I glanced at my theater friend, Sydney, who was watching the whole exchange in wide-eyed, open-mouthed silence. Then I shrugged.

Maybe.

He nodded slowly, staring at my face, like he couldn’t look away. Like he didn’t want to stop watching me. And I was perfectly happy to watch him right back.

Until a group of varsity jackets called his name from the end of the hallway. And Garrett started walking backwards towards them, eyes still on me.

You should come to my house after the game—to the party.

There was always a party after a home game, usually at an upperclassman’s house. That week, word around the school hallway was the party was at Ryan Daniels’ house.

Technically, it’s my brother’s party, but I can invite people. You should come, Callaway.

Another flash of devastating smile.

It’ll be fun.

I went to the game. And the party.

Although my sister didn’t exactly run in the same circle as Ryan, she had some friends on the cheerleading squad and had already planned on going.

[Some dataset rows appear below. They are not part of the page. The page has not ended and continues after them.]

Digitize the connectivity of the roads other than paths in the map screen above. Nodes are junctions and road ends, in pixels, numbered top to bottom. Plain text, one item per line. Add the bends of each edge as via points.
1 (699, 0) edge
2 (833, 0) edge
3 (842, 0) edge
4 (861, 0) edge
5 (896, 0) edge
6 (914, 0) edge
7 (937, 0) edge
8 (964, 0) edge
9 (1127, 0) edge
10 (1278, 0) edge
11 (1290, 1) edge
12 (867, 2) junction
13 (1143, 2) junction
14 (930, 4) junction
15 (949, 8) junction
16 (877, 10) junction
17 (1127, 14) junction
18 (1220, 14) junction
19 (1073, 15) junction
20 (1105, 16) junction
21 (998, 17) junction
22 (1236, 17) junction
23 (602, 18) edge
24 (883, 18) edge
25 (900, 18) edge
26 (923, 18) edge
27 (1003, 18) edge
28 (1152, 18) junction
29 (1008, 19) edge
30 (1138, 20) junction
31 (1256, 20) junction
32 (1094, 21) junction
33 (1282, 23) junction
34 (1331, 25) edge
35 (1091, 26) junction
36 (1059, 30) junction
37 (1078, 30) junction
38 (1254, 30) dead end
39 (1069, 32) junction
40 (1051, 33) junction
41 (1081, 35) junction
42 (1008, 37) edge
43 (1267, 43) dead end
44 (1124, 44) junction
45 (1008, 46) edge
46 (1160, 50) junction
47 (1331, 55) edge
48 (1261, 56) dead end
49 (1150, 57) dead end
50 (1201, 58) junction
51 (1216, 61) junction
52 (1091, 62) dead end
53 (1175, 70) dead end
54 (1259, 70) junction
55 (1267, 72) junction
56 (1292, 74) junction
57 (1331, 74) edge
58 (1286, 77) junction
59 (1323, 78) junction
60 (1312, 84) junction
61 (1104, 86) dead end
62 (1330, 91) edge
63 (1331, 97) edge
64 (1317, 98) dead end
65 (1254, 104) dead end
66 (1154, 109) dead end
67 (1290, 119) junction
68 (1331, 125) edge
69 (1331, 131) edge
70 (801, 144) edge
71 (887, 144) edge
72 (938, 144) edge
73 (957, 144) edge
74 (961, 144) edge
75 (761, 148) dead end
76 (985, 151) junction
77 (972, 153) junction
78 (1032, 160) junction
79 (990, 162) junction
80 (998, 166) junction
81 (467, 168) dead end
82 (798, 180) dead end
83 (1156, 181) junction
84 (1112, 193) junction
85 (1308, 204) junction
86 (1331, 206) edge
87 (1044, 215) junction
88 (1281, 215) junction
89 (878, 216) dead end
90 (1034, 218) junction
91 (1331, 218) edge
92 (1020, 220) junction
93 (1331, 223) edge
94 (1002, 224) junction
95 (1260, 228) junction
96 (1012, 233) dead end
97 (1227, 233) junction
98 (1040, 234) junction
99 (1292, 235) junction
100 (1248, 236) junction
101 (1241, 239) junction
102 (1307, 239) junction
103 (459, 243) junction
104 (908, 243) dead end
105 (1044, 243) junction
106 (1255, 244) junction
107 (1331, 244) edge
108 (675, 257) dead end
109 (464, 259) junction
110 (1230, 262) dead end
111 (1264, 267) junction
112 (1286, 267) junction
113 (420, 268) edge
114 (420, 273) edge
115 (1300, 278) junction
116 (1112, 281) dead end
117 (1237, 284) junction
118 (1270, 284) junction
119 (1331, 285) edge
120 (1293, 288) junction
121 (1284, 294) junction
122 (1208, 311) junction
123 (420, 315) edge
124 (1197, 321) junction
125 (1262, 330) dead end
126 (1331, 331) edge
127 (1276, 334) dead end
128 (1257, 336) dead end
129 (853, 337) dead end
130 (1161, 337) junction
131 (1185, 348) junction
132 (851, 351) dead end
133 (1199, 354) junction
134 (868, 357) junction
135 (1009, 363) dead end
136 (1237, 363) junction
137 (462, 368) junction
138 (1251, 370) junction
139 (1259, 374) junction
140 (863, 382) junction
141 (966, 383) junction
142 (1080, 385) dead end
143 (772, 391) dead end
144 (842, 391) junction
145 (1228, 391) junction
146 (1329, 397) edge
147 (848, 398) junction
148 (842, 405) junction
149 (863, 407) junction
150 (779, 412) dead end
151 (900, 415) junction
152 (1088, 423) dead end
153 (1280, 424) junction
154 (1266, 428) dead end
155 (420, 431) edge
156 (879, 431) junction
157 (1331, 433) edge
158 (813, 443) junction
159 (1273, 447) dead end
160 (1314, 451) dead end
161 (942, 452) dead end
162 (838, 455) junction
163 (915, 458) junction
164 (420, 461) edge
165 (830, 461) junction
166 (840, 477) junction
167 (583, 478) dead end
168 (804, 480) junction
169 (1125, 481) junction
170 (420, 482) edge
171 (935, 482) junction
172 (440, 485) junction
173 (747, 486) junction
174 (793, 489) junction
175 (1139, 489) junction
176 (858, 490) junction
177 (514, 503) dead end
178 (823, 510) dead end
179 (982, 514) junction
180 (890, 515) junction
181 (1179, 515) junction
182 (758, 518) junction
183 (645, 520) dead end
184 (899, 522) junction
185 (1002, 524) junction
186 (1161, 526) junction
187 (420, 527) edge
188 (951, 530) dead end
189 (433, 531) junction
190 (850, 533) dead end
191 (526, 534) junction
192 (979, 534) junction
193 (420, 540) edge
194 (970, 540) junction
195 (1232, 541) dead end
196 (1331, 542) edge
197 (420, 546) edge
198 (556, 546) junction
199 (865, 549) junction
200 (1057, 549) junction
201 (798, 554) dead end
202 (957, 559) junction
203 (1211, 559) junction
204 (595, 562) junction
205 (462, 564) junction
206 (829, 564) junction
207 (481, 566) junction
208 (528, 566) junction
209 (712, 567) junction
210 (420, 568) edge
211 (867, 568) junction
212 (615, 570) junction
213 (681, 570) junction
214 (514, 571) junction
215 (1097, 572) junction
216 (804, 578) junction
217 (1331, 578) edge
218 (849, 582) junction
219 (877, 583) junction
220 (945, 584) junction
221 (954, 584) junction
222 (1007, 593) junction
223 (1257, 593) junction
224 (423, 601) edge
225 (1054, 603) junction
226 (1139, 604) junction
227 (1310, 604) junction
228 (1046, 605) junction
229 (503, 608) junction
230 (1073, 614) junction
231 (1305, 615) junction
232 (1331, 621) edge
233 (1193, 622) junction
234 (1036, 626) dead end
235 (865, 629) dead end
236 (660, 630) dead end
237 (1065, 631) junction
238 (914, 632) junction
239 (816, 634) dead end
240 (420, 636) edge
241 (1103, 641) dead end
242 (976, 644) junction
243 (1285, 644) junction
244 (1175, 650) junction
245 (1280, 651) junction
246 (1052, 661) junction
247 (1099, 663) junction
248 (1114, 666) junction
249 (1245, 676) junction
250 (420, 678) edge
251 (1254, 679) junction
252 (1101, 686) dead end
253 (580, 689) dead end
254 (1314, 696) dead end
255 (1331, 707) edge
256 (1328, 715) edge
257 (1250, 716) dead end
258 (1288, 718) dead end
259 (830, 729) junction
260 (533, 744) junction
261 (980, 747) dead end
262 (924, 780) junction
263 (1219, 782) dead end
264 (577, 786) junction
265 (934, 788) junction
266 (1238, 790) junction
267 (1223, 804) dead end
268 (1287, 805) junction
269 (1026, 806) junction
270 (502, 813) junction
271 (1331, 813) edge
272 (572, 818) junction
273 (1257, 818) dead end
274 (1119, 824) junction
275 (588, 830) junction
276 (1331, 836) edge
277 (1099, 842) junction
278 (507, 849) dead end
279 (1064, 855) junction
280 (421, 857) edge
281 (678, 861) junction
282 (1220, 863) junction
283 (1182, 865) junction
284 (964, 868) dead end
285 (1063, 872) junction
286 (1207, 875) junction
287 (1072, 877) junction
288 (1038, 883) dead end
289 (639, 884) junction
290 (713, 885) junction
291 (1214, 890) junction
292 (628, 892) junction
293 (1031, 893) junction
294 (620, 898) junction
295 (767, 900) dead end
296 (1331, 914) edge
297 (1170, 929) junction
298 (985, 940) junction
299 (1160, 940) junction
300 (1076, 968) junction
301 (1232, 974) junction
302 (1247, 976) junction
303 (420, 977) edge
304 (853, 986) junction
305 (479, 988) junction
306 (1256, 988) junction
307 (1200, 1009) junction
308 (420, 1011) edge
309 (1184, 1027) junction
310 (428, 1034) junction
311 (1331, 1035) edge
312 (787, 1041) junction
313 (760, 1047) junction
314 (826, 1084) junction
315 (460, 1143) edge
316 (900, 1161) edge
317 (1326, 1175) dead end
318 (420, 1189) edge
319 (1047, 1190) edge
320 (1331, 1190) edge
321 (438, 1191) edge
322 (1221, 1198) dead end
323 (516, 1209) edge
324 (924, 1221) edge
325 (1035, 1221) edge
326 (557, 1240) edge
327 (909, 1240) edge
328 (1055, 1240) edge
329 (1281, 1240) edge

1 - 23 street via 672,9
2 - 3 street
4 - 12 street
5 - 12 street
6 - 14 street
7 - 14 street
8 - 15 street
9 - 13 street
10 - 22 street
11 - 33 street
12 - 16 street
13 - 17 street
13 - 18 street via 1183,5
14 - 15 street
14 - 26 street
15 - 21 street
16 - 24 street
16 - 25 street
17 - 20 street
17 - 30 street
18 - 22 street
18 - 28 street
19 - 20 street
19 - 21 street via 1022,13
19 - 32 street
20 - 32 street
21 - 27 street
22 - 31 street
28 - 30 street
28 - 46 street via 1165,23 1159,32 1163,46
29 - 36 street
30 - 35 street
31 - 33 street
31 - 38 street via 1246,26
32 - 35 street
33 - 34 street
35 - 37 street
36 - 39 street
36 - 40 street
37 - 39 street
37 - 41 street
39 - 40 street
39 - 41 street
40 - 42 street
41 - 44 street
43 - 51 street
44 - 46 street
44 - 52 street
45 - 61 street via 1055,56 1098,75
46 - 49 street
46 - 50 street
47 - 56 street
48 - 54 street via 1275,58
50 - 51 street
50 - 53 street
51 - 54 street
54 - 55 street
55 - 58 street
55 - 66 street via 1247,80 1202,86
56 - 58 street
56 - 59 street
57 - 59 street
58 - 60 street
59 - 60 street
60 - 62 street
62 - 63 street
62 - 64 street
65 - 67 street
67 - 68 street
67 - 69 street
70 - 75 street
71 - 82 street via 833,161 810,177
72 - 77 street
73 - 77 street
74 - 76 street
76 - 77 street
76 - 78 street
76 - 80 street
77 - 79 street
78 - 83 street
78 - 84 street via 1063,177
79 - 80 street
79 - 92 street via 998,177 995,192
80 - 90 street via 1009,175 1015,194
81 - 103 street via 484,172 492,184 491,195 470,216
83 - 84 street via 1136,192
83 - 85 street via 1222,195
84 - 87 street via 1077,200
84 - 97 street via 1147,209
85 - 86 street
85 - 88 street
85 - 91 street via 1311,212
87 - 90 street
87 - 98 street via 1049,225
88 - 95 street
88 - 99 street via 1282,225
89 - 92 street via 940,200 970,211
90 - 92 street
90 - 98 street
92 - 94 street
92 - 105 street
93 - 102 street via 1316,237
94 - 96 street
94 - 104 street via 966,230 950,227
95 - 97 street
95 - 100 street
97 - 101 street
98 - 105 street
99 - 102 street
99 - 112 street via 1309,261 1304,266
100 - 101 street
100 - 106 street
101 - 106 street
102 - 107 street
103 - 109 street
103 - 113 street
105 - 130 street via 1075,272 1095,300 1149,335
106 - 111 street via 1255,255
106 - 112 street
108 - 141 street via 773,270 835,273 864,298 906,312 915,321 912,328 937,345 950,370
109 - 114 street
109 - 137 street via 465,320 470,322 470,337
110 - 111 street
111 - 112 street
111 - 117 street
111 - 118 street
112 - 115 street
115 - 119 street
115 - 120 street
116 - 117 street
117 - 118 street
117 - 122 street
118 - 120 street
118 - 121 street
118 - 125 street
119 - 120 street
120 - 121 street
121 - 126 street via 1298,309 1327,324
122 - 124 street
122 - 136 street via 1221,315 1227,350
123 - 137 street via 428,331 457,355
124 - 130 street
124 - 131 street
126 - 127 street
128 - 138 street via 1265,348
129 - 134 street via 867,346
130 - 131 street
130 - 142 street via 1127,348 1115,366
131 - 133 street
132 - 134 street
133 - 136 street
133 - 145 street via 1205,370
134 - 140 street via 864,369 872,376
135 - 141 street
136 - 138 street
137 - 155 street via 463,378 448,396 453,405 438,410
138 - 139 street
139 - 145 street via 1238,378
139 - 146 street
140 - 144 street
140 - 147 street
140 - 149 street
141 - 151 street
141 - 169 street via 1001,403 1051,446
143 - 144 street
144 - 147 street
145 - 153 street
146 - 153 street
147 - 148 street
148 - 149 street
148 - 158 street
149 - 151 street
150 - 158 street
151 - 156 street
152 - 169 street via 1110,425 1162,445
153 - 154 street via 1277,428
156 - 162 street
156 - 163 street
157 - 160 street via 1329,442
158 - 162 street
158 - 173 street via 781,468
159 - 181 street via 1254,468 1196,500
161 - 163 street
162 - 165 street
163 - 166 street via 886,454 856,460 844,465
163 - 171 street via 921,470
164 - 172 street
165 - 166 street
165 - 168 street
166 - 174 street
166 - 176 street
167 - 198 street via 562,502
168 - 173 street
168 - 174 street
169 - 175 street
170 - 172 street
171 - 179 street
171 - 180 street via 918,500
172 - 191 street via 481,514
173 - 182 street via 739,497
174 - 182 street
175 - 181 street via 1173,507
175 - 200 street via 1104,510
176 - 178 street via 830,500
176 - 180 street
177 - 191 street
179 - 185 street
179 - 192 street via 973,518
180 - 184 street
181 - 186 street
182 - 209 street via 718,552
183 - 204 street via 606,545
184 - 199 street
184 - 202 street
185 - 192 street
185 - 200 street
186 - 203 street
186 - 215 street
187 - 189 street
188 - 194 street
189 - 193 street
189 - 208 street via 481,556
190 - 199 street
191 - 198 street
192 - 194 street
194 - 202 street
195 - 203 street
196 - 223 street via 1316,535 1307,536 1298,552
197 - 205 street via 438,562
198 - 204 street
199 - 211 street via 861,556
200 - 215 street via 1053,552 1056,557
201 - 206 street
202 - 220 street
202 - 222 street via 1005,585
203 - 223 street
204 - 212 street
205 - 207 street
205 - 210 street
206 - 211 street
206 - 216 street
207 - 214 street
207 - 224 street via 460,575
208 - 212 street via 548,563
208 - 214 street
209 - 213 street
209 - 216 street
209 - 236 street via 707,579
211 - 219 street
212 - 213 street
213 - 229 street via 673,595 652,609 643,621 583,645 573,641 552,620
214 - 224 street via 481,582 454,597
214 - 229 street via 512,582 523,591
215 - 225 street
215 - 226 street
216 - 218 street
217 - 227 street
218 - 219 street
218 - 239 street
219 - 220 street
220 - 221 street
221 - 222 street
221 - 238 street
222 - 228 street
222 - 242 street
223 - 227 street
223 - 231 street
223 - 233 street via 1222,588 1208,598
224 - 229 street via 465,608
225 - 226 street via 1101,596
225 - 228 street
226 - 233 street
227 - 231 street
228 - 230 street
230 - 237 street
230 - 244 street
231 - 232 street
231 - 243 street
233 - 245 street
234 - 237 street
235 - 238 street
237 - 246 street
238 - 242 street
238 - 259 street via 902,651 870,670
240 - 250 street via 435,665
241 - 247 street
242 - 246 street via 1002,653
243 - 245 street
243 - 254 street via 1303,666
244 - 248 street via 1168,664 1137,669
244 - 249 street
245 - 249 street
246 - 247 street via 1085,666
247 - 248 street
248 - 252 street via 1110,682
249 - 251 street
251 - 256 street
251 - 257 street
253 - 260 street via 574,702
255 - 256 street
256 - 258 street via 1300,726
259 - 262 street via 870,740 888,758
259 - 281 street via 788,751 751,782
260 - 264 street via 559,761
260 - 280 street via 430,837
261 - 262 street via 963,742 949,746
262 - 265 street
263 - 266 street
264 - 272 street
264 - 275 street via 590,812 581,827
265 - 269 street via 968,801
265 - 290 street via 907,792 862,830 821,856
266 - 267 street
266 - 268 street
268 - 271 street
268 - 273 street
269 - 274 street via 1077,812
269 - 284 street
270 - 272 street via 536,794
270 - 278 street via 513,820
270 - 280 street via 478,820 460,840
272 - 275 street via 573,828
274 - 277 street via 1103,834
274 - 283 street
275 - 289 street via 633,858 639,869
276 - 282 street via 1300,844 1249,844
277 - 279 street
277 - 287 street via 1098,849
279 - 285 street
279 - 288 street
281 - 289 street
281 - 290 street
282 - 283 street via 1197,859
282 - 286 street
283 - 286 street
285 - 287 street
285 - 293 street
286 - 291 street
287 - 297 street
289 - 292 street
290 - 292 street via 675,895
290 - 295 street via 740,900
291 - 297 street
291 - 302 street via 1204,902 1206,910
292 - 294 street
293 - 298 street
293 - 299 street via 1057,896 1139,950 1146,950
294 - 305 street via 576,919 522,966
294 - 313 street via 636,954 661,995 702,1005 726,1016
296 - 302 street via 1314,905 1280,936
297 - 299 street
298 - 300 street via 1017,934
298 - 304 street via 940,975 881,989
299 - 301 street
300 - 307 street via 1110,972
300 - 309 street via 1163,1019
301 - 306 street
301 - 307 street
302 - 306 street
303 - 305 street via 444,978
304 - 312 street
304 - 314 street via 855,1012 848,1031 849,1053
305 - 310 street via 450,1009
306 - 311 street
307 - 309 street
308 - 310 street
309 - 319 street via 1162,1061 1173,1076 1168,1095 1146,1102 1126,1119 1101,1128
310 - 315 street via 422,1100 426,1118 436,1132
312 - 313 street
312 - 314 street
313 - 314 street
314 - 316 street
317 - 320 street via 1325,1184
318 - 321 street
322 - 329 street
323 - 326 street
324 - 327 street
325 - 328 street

We were there a few minutes, in the basement, with Bruce Springsteen playing on the stereo, when Garrett walked up to me. He handed me a red plastic cup of beer that was mostly foam and kept another for himself. It was loud in his basement, teenagers shoulder to shoulder and wall to wall, so we ended up in his backyard, just the two of us. We sat on the rusty swing set and talked about silly things. Our classes, what teachers we had, the star constellations we could see and name, why a quarterback was called a quarterback.